Her singing stopped. The microphone in her hand started shaking. She could feel the water trickling down her legs. My mother placed her hand on her bulging stomach and realized where the water was coming from. Her friends immediately surrounded her, panicking about what to do next. They took her to the nearest hospital but she refused to enter. Rumors had been going around that children were being stolen from the hospitals in the area. Instead, my mother was taken to a family member’s house and they helped with my birth.
This is an everyday reality for most pregnant women in refugee camps. Their only resource is the community around them. I hope to return to my former refugee camp, Kakuma, and become an additional resource as an obstetrician.

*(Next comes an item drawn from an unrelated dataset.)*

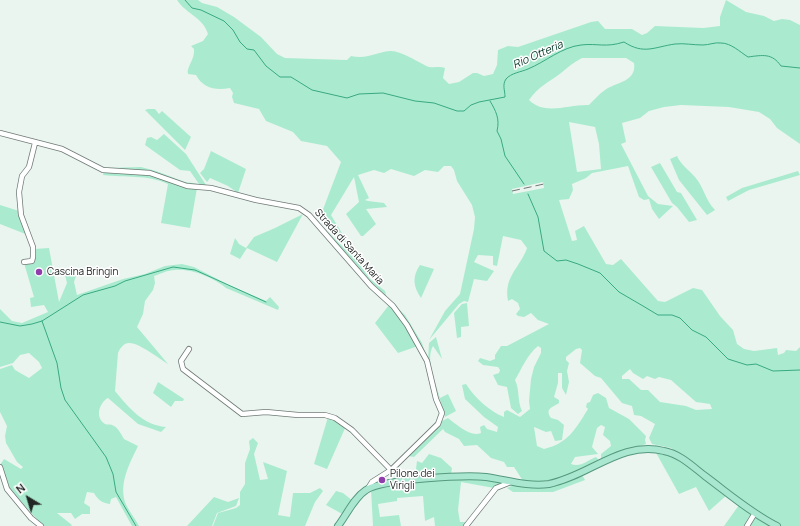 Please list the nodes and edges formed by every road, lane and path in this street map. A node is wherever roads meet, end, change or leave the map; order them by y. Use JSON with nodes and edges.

My mother is a single refugee mother who raised her ten children by herself. She had to emigrate from Somalia to Kenya once the civil war in Somalia broke out. During her emigration, she was pregnant and had my five other siblings with her. Once they left Somalia, they settled into Kakuma in northwestern Kenya.
My family survived the emigration with the help of the United Nations High Commissioners for Refugees (UNHCR), who provided resources for the refugees living in the camp. They have also helped people immigrate to other countries, including my two oldest siblings who moved to Canada with their families in 2007. In 2010, my mother, younger brother and I came to the U.S to live with my grandma. The rest of my siblings and their families still live in Kenya with the hope of someday moving to a better place.
My mother has been trying to get my siblings in Kenya to the U.S., but even after eight years, there has been no change. The separation of my family due to our refugee status has urged me to further my education, which, I believe, will give me enough power to navigate through the immigration system in order to get my family back together.
I am going to be the first individual in my family to go to college, and I am paving the way for my little brother. This puts a lot of pressure on me because my family expects my future to bring them better opportunities. Despite all the pressure, my end goal is having a career that provides me with a substantial salary to support my family and the opportunity to bring them all back together
My career path is in the medical field, which requires me to take a lot of science courses. Many girls are discouraged from going into this field because society underestimates their abilities. Some people believe that the only thing that a girl should be in the medical field is a nurse, but I want to be a doctor. My decision to become a doctor is supported by groups like Eureka!, which empower girls to be leaders in the STEM field.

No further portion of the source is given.